WORK REQUEST:
Give the number of lines in the listing below that include the word "中山八路", with nothing more.

• • •

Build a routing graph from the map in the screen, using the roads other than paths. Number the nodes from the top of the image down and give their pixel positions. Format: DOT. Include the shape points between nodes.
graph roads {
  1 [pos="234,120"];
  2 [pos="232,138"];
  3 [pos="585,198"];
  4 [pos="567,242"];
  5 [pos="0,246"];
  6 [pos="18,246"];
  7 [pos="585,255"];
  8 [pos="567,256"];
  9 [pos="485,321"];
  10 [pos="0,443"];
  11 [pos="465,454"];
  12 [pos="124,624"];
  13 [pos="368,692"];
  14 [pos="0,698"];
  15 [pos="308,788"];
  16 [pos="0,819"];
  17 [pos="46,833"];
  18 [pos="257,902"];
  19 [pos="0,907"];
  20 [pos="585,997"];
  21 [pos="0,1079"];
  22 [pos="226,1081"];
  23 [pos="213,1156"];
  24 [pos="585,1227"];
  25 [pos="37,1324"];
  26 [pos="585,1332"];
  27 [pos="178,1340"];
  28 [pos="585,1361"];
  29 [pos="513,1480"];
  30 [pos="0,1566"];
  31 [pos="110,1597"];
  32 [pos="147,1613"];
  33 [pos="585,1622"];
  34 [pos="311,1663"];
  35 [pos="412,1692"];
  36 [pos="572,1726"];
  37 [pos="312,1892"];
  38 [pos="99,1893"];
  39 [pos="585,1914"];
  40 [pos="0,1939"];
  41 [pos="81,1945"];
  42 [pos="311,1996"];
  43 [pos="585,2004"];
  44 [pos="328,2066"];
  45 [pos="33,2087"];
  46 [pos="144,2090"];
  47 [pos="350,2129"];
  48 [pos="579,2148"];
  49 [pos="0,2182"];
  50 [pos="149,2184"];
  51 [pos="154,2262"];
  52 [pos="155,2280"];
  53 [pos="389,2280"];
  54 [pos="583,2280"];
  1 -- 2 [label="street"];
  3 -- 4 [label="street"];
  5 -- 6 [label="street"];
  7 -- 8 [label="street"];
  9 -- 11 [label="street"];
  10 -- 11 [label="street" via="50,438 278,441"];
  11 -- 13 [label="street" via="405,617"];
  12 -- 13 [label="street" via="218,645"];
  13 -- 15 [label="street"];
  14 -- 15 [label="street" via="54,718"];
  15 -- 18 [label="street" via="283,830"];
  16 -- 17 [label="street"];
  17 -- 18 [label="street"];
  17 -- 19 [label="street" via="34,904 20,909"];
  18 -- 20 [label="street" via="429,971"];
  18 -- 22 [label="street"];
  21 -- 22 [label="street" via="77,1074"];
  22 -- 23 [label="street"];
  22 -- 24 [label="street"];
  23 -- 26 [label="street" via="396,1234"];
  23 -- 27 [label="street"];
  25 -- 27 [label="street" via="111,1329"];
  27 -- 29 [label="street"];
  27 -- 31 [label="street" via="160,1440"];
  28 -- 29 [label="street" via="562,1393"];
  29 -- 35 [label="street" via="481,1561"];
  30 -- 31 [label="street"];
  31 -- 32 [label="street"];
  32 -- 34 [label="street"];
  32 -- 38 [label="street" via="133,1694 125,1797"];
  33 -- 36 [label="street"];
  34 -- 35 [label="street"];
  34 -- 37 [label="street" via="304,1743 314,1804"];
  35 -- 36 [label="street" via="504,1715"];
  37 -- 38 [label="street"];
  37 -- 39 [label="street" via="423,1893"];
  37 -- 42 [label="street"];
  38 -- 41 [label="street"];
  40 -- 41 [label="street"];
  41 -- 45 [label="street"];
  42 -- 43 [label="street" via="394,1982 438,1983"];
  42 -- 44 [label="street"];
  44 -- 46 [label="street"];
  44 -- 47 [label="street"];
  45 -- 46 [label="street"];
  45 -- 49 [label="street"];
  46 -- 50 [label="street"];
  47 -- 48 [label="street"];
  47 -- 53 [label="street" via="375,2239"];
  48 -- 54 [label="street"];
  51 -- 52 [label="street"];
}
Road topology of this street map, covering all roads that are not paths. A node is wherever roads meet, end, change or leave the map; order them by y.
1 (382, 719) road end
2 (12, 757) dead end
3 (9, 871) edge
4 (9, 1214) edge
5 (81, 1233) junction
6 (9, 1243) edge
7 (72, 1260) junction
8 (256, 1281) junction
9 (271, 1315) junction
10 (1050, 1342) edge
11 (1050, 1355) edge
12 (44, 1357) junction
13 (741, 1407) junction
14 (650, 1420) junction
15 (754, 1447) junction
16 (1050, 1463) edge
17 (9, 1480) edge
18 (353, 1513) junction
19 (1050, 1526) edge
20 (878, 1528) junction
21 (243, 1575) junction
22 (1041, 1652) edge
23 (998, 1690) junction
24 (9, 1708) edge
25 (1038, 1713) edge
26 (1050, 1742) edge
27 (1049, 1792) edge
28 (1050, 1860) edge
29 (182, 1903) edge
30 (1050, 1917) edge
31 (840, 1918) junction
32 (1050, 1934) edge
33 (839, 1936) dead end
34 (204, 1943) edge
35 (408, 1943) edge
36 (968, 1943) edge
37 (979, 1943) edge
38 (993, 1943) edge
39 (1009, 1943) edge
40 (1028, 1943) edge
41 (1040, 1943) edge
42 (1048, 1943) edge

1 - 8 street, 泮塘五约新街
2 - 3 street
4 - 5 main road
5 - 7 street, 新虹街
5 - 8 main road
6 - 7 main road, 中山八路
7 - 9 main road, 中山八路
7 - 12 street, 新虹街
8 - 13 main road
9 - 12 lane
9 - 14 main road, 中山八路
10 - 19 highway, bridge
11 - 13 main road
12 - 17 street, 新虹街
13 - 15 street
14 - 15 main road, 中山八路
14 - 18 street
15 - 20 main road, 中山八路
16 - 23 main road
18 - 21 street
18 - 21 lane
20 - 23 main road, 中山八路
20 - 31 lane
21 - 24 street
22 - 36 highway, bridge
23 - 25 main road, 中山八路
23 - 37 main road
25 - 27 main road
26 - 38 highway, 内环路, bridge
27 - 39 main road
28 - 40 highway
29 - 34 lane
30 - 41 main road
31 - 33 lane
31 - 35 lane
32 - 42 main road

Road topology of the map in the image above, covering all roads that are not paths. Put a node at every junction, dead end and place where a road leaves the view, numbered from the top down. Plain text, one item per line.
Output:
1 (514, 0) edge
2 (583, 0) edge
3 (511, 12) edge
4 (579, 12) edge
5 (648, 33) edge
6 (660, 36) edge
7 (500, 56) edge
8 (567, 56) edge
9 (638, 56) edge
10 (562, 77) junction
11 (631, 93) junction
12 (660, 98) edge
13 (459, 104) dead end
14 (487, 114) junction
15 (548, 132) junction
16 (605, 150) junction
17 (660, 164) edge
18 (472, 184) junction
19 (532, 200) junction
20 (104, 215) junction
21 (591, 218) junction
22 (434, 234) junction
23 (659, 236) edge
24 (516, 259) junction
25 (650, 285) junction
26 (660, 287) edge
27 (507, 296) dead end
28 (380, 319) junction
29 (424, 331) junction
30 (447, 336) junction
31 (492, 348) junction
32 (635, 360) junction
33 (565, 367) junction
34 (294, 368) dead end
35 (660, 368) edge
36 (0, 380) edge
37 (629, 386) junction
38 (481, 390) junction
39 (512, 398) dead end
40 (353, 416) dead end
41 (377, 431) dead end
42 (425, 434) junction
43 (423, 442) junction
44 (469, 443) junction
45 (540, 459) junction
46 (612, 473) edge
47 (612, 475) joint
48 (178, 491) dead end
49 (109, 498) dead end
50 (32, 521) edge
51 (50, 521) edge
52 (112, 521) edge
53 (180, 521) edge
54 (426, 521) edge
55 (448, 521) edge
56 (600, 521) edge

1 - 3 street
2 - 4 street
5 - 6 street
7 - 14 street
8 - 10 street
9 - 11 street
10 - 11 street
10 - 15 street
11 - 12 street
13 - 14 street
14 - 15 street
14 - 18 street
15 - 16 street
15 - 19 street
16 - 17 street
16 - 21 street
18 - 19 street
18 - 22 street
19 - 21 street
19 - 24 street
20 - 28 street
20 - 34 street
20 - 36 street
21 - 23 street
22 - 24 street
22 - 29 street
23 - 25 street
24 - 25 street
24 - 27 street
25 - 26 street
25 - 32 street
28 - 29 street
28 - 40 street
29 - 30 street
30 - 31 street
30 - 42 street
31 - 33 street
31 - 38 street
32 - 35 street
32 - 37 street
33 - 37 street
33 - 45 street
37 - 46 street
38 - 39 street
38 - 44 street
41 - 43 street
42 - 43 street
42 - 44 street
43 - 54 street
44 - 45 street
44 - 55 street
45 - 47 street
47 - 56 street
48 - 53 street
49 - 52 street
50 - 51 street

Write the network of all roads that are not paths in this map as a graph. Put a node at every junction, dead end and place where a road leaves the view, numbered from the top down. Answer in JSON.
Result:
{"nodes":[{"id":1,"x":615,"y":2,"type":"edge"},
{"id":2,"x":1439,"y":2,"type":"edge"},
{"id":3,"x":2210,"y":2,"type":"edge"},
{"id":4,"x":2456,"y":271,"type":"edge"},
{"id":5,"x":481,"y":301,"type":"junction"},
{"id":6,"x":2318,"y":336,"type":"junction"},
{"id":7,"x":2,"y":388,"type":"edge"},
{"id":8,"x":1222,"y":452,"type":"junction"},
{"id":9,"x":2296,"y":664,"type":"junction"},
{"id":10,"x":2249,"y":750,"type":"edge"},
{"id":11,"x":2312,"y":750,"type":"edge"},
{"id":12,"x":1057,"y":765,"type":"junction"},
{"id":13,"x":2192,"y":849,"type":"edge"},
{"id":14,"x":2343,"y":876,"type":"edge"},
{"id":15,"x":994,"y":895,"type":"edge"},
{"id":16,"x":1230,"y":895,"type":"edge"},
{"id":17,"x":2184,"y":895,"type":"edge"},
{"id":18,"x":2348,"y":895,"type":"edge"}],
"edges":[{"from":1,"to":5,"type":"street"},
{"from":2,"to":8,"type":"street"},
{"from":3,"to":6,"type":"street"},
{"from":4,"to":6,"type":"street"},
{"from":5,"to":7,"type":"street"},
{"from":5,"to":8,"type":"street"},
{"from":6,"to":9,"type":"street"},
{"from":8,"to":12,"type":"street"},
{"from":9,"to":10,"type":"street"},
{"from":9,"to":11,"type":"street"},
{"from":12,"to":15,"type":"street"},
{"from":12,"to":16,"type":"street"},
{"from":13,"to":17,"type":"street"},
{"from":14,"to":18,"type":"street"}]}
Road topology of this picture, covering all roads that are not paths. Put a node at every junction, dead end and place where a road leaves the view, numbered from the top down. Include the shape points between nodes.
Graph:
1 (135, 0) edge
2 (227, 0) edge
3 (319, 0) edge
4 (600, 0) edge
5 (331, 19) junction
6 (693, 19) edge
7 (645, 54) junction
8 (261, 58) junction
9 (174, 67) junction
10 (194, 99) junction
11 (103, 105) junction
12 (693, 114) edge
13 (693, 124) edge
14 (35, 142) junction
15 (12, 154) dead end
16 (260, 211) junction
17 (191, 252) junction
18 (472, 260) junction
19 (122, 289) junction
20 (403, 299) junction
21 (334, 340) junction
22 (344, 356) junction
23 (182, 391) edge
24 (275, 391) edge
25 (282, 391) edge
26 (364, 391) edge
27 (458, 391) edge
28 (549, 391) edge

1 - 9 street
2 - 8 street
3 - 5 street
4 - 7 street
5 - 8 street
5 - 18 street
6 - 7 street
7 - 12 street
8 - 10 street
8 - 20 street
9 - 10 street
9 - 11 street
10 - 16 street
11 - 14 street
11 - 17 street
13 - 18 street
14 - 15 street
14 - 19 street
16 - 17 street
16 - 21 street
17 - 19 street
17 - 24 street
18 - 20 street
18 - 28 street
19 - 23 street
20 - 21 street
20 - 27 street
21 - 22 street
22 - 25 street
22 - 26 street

• • •

RESPONSE:
7